The mobile phone revolution makes inroads into moving image-making. NPS Korte Film Online and the International Film Festival Rotterdam this year have created the One Take Competition. All directors present at the festival have been invited to participate in this experiment during the first five days. The task was to make a film in one, single take with one of the newest generation mobile phones.
Here's another example of how the documentary format currently often offers more than fiction as far as drama and humanism are concerned. Werner Herzog's much lauded Grizzly Man arrives in the UK after international acclaim and it's bound to please fans of the veteran German director who began his career with the New German cinema of the 1970s. Herzog has always been fascinated by individuals with an obstinate sense of mission in the middle of nature and Grizzly Man fits right in Herzog's vast oeuvre, which includes classics like Fitzcarraldo and Aguire: The Wrath of God. But what is most impressive is that he managed to make a film completely his own despite the fact that Grizzly Man was assembled out of video footage shot by the man who is the subject of the film, except for a few segments shot by Herzog himself. He showed with this film what a good director with a sense of integrity can achieve with even an amateur source.

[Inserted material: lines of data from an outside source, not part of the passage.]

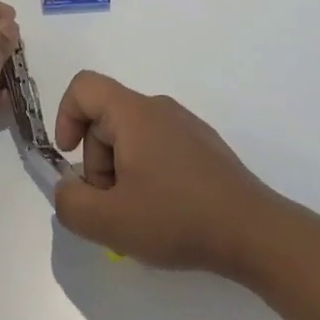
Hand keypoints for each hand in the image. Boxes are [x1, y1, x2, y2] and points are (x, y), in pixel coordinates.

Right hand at [51, 72, 282, 276]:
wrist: (254, 233)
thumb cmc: (177, 219)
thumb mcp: (109, 221)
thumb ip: (70, 203)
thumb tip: (67, 187)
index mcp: (135, 113)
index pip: (84, 87)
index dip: (65, 116)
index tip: (71, 157)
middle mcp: (160, 108)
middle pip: (106, 119)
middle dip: (96, 162)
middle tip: (111, 206)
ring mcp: (187, 126)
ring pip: (132, 137)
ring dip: (120, 172)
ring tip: (139, 214)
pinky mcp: (204, 147)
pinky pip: (159, 148)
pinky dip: (147, 174)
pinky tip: (166, 212)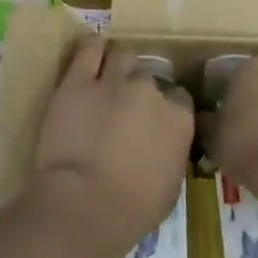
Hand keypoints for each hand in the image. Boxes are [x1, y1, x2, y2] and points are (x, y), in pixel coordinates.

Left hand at [34, 37, 193, 250]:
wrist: (84, 205)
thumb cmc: (132, 209)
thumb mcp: (170, 185)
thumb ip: (171, 152)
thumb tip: (165, 143)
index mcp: (178, 118)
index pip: (179, 98)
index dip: (166, 108)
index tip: (154, 120)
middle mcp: (150, 90)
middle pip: (148, 77)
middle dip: (139, 90)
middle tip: (125, 108)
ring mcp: (113, 80)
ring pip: (123, 55)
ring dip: (119, 66)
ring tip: (109, 77)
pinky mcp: (78, 80)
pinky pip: (88, 49)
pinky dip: (92, 48)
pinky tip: (92, 51)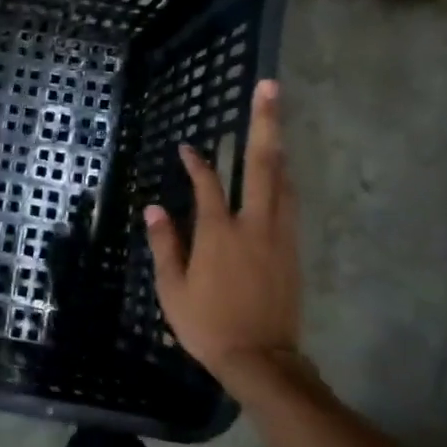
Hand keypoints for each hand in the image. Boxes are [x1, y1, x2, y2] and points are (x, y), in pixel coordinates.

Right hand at [144, 80, 303, 392]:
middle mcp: (254, 225)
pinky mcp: (293, 250)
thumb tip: (154, 207)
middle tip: (270, 87)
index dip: (196, 162)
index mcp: (219, 233)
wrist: (261, 359)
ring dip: (279, 147)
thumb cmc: (208, 324)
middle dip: (266, 122)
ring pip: (284, 180)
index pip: (208, 184)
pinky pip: (290, 203)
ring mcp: (279, 235)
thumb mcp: (172, 288)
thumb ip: (164, 244)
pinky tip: (280, 172)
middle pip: (263, 164)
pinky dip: (283, 180)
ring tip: (276, 119)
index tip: (186, 147)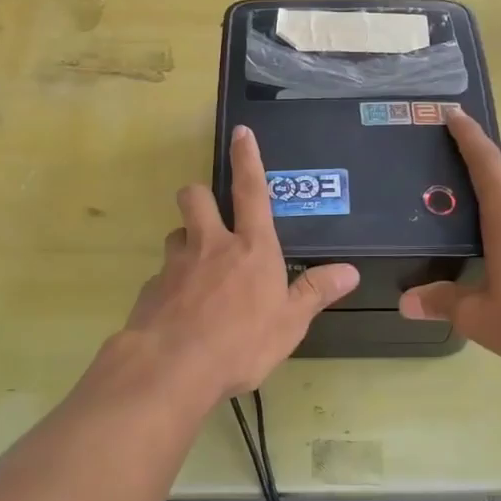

Grizzly Man is Timothy Treadwell, on the surface quite a typical American blonde dude who, after a failed attempt at acting - he used to say he lost the part in the sitcom Cheers that went to Woody Harrelson - proclaimed himself the guardian of the grizzly bears of the Katami National Park in Alaska. For eleven years, up to his death in October 2003, Treadwell would camp out in the park to 'protect' and study the bears that became his reason to live. He become a minor celebrity in the process, the subject of a Discovery Channel series and even appeared in the David Letterman show as a guest. During those years he shot over 100 hours of footage.
Because of the unpredicted outcome of Treadwell's ursine saga, what we see is a very uncensored presentation of himself, often ranting, babbling and indulging in his puerile, Disneyfied vision of nature. Herzog constructed the film in such a way to create a compassionate portrait of a man. The film inspires sympathy and Treadwell's seeming lunacy comes across as a synthesis of modern misanthropy and discontent with the world as it is. The Western world is full of Timothy Treadwells and this is what makes this film so compelling as well as poignant.
Clearly, Herzog was not interested in exploiting the memory of a man who met a gruesome death in the hands of one of the animals he sought to protect; he was more interested in this man's symbolic search for communion with nature, which achieves a disastrously ironic culmination when gets devoured by a bear desperate for food before hibernation.
Extremely humane and impartial, Herzog comes across as a compassionate director with a philosophical clarity about the relationship between nature and man. It's a very eloquent film, full of unforgettable imagery and meditations on our place on this planet. In two words: utterly relevant.